TASK BRIEF: With the pictures left out, copy the listing below exactly.

# # # # #

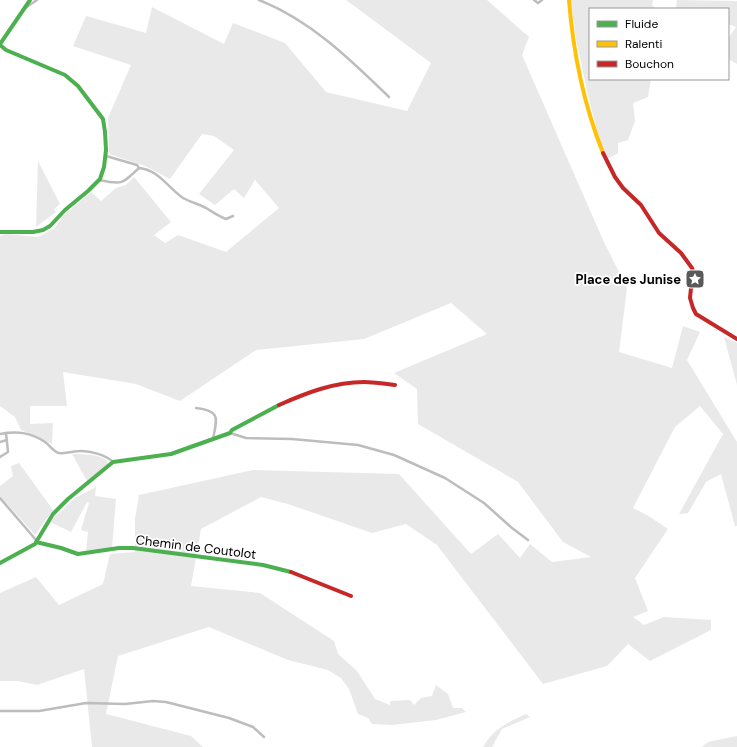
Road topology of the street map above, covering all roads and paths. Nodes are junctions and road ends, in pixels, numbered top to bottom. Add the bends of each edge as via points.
1 (30, 0) edge
2 (37, 0) edge
3 (259, 0) edge
4 (534, 0) edge
5 (542, 0) edge
6 (569, 0) edge
7 (22, 11) junction
8 (0, 43) edge
9 (389, 97) dead end
10 (106, 156) junction
11 (139, 168) junction
12 (99, 180) junction
13 (233, 216) dead end
14 (0, 232) edge
15 (737, 339) edge
16 (395, 385) dead end
17 (196, 408) dead end
18 (6, 433) junction
19 (230, 433) junction
20 (0, 434) edge
21 (213, 439) junction
22 (7, 440) junction
23 (0, 442) edge
24 (0, 457) edge
25 (113, 462) junction
26 (0, 498) edge
27 (528, 540) dead end
28 (36, 541) junction
29 (0, 563) edge
30 (352, 596) dead end
31 (0, 711) edge
32 (264, 737) dead end

1 - 7 street
2 - 7 street
3 - 9 street via 291,15 332,44
4 - 5 street via 538,3
6 - 15 street via 578,68 592,125 608,163 624,188 641,205 658,232 683,255 693,269 695,279 691,290 692,309
7 - 8 street
8 - 10 street via 6,50 64,74 78,86 106,126
10 - 11 street via 137,165
10 - 12 street
11 - 12 street via 123,183
11 - 13 street via 155,174 183,198 220,217 226,219
12 - 14 street via 64,211 54,224 42,231
16 - 19 street via 358,382 324,388 270,408
17 - 21 street via 205,409 217,419
18 - 20 street
18 - 22 street
18 - 25 street via 22,432 34,436 60,453 82,451 103,456
19 - 21 street
19 - 27 street via 246,438 358,445 394,455 445,478 484,503
21 - 25 street via 171,454
22 - 23 street
22 - 24 street via 8,452
25 - 28 street via 53,514
26 - 28 street
28 - 29 street via 31,547
28 - 30 street, Chemin de Coutolot via 78,554 133,548 263,565 291,572
31 - 32 street via 39,711 86,703 166,702 230,718 253,727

# # # # #

EXERCISE ANSWER:
Road topology of the street map above, covering all roads and paths. Nodes are junctions and road ends, in pixels, numbered top to bottom. Add the bends of each edge as via points.
1 (30, 0) edge
2 (37, 0) edge
3 (259, 0) edge
4 (534, 0) edge
5 (542, 0) edge
6 (569, 0) edge
7 (22, 11) junction
8 (0, 43) edge
9 (389, 97) dead end
10 (106, 156) junction
11 (139, 168) junction
12 (99, 180) junction
13 (233, 216) dead end
14 (0, 232) edge
15 (737, 339) edge
16 (395, 385) dead end
17 (196, 408) dead end
18 (6, 433) junction
19 (230, 433) junction
20 (0, 434) edge
21 (213, 439) junction
22 (7, 440) junction
23 (0, 442) edge
24 (0, 457) edge
25 (113, 462) junction
26 (0, 498) edge
27 (528, 540) dead end
28 (36, 541) junction
29 (0, 563) edge
30 (352, 596) dead end
31 (0, 711) edge
32 (264, 737) dead end

1 - 7 street
2 - 7 street
3 - 9 street via 291,15 332,44
4 - 5 street via 538,3
6 - 15 street via 578,68 592,125 608,163 624,188 641,205 658,232 683,255 693,269 695,279 691,290 692,309
7 - 8 street
8 - 10 street via 6,50 64,74 78,86 106,126
10 - 11 street via 137,165
10 - 12 street
11 - 12 street via 123,183
11 - 13 street via 155,174 183,198 220,217 226,219
12 - 14 street via 64,211 54,224 42,231
16 - 19 street via 358,382 324,388 270,408
17 - 21 street via 205,409 217,419
18 - 20 street
18 - 22 street
18 - 25 street via 22,432 34,436 60,453 82,451 103,456
19 - 21 street
19 - 27 street via 246,438 358,445 394,455 445,478 484,503
21 - 25 street via 171,454
22 - 23 street
22 - 24 street via 8,452
25 - 28 street via 53,514
26 - 28 street
28 - 29 street via 31,547
28 - 30 street, Chemin de Coutolot via 78,554 133,548 263,565 291,572
31 - 32 street via 39,711 86,703 166,702 230,718 253,727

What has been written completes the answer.